Adding acid blend will drive the pH lower if I understand correctly. Any 
advice?

By the way, this was started with Montrachet. I let the must get down near 
62 degrees and fermentation dropped off sharply. It is back in warmer 
territory now and fizzing well again, but Montrachet does seem to be 
sensitive to the low range Masta mentioned elsewhere.

Bill


----------



## jobe05 (Nov 18, 2005)

bilbo, I can't answer your question, buit would like to add to it if I may. My gut feeling when I read your question was just add more lemon juice or (for me) orange juice or zest to the must. Would that increase the acid and not impair the PH?


----------



## masta (Nov 18, 2005)

Bill,


I might have a bit off base with my post amount the amount of cranberry used as an issue. I had used a cranberry concentrate in a wine and the TA and pH was off the chart and prevented the start of fermentation. If you follow a proven recipe you should be fine.


Sorry for the confusion and the best way to attack this is to test the must and adjust if need.


The main thing to remember about acid testing is that TA (titratable acidity ) is the measurement of the amount of acid in your solution and the pH (potential of hydrogen) is the strength of the acid. Two wines or must with the same TA could have a different pH because of what type of acid is present.

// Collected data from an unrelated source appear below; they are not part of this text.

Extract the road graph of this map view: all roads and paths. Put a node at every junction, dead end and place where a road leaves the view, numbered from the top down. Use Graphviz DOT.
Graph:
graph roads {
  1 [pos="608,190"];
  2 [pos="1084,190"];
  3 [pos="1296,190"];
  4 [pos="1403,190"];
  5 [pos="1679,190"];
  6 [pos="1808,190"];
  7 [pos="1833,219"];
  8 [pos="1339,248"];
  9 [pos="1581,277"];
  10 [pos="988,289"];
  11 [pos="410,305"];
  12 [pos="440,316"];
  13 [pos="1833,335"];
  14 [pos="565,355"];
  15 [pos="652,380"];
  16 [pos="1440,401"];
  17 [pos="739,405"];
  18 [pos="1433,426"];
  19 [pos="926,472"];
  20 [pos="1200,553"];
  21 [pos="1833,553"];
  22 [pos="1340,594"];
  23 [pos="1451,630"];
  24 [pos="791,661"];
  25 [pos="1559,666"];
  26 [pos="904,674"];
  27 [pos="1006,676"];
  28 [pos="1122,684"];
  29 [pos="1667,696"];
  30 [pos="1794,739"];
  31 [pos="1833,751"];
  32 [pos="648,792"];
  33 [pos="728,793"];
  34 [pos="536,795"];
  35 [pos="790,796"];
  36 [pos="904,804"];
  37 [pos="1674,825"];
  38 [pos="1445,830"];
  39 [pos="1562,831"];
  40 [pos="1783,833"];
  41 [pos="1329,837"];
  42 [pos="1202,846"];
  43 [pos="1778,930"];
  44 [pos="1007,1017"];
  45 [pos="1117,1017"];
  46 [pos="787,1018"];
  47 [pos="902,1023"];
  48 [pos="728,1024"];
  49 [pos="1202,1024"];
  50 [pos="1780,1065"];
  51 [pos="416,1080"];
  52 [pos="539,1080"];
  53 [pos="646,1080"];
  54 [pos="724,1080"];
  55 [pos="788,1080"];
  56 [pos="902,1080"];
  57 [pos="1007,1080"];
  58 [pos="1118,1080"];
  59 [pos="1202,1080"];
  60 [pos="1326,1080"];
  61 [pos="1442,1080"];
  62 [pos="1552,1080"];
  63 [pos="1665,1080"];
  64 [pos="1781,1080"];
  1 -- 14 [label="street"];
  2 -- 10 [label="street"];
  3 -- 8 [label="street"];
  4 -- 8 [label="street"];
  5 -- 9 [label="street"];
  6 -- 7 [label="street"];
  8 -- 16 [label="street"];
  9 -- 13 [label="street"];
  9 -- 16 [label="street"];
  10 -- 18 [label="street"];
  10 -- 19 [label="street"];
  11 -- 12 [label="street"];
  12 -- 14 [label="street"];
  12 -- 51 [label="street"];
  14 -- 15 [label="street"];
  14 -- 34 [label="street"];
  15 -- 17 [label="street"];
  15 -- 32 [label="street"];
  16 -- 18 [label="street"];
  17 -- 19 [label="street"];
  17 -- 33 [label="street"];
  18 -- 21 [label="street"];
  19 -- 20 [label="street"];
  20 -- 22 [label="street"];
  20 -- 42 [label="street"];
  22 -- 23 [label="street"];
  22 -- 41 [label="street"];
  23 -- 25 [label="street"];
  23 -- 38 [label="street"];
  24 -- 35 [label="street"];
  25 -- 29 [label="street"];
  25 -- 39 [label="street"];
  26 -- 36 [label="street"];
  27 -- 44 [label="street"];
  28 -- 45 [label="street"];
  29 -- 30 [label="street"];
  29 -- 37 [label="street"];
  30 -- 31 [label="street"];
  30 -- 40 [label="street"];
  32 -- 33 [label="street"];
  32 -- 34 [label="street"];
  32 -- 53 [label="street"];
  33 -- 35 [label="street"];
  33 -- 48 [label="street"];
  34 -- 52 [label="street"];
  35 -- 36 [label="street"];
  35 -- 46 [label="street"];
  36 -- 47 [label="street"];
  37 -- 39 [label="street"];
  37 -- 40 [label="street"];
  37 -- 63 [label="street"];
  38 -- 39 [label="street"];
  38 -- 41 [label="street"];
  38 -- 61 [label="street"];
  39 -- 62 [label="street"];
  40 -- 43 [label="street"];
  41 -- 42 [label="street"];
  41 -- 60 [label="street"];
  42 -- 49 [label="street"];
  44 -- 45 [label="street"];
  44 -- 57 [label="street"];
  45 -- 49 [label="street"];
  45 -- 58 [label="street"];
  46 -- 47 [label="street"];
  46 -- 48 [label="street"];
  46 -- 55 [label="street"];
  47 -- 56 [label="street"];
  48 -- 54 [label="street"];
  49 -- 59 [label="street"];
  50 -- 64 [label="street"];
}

Here are some links to help you understand it better:


http://winemaking.jackkeller.net/acid.asp


http://www.finevinewines.com/Wiz/forum/forum_posts.asp?TID=5 41&amp;PN=2


Your cranberry/current wine is a bit low with a TA .04% but I would wait to adjust until after fermentation. The best way to adjust this later on is to adjust to your target TA and taste it. 

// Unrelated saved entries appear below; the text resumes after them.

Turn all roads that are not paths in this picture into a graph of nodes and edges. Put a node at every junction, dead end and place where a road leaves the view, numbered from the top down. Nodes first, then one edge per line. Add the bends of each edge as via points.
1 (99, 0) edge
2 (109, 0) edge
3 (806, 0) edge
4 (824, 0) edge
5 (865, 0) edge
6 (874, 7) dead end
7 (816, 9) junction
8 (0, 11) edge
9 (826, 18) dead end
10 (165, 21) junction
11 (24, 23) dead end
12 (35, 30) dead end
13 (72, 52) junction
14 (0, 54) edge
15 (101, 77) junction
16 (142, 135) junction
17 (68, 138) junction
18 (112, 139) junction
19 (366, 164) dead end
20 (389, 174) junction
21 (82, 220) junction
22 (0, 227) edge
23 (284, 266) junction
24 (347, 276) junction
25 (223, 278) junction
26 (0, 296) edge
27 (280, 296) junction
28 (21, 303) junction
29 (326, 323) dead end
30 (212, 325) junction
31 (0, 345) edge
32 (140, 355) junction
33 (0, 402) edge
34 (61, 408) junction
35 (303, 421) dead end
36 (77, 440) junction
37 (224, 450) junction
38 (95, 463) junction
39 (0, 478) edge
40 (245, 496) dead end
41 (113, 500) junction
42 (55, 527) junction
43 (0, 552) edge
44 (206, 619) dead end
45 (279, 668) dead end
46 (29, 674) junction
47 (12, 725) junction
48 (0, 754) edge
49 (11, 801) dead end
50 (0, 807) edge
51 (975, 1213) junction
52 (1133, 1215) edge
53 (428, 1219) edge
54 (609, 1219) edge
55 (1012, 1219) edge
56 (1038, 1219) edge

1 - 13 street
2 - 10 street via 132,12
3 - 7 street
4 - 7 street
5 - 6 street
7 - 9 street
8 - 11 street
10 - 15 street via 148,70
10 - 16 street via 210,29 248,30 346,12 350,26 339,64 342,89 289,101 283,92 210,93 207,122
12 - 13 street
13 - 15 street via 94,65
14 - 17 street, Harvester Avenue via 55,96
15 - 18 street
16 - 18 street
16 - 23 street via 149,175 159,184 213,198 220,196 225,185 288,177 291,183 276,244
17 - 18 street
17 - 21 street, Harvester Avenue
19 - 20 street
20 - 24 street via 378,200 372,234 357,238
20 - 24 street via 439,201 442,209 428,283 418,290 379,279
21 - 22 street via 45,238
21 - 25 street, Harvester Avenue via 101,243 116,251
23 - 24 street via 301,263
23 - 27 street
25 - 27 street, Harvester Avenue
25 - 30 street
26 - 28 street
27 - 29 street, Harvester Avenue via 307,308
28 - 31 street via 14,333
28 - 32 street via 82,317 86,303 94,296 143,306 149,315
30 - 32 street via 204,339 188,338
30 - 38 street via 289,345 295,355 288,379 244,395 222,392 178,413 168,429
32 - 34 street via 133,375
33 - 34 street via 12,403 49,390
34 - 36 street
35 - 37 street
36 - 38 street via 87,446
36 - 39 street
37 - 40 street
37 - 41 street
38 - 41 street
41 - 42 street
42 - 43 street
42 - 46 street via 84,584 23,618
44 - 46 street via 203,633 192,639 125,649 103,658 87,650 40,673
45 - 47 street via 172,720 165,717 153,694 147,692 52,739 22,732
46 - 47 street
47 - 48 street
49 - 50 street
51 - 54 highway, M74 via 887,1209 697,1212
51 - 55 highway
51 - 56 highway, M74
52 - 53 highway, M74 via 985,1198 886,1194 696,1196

Your must have a certain amount of acid in your wine in order for it to be balanced but the final amount can be a matter of taste of who is drinking it.


It is your wine and should taste good to you.*Edited by: masta *


----------



## MedPretzel (Nov 18, 2005)

I'm a pH dummy, so I would hate to offer advice that I am unsure about. 





As for Montrachet yeast, however, I think I sorta know something about it. Don't worry. I have major temperature swings in my basement (used to be an old coal cellar) within the year. Montrachet (and Lalvin-72B-1122) are the only ones that handle it decently.




Premier Cuvee has been working this year so far. But Montrachet - I like it. You can't make a port with it or anything, but a good wine with up to about 14% abv is what you get with Montrachet. It usually gets a bad rap from other winemakers, but even Jack Keller recently mentioned how much he likes it. 


Whoops, forgot to mention that you might want to get yourself a heating pad or a brew-belt. It keeps the temperature of your must/carboy/wine at a constant temp. The b-b's are adjustable and I usually can get 2 snuggled up to one another and keep them a couple of degrees warmer than the ambient temp.


Hope this helps - again, sorry that I can't help you with pH...





Martina*Edited by: MedPretzel *


----------



## bilbo-in-maine (Nov 18, 2005)

Jobe, Masta, Martina - Thanks for your replies.

Masta, your second link didn't work. I've combed through Jack's pages 
more than once and have come away with the clear lesson that paying 
attention to acid level is important in a country wine if for no other reason 
than to keep the wine protected from invasion (I don't mean by wine 
drinkers in the house



), but also for taste and mouthfeel. I bought the 
TA kit but now wonder if I should do as Martina and you have done and 
get a more expensive pH meter, just to make sure that starting musts are 
at least in the ballpark in terms of both amount and strength of acid. As 
Martina said, she placed in competition, but judges looked for a more 
acidic character sometimes. The taste quality of the wine depends on it.

This leads to a response to Jobe's question about adding citric acid to a 
recipe. Assuming we can know what acid levels we are working with, the 
question of what type of acid to add, if needed, probably hinges on 
personal taste preference. We are used to mostly tartaric in our grape 
wines, and this is the dominant acid in the acid blend products we buy. I 
would tend to want to use the blend in a non-grape base to provide the 
qualities that tartaric acid gives. Jack says that citric acid disappears 
during fermentation, but if you have a recipe using a lot of citric fruit as a 
base, there is plenty to go around to start with.

Bill


----------



## masta (Nov 18, 2005)

I fixed the second link...


I would agree a pH meter is a great tool to have when making wine other than kits. When I had this trouble with my apple/cranberry not starting fermentation I was able to troubleshoot the problem fairly quickly with an acid test and pH reading. I bought my pH meter when I decided to start making mead but so far have not run into a pH issue and had to use it for that.


The more tools you have to help make better wine and troubleshoot problems are well worth the cost in my book!


----------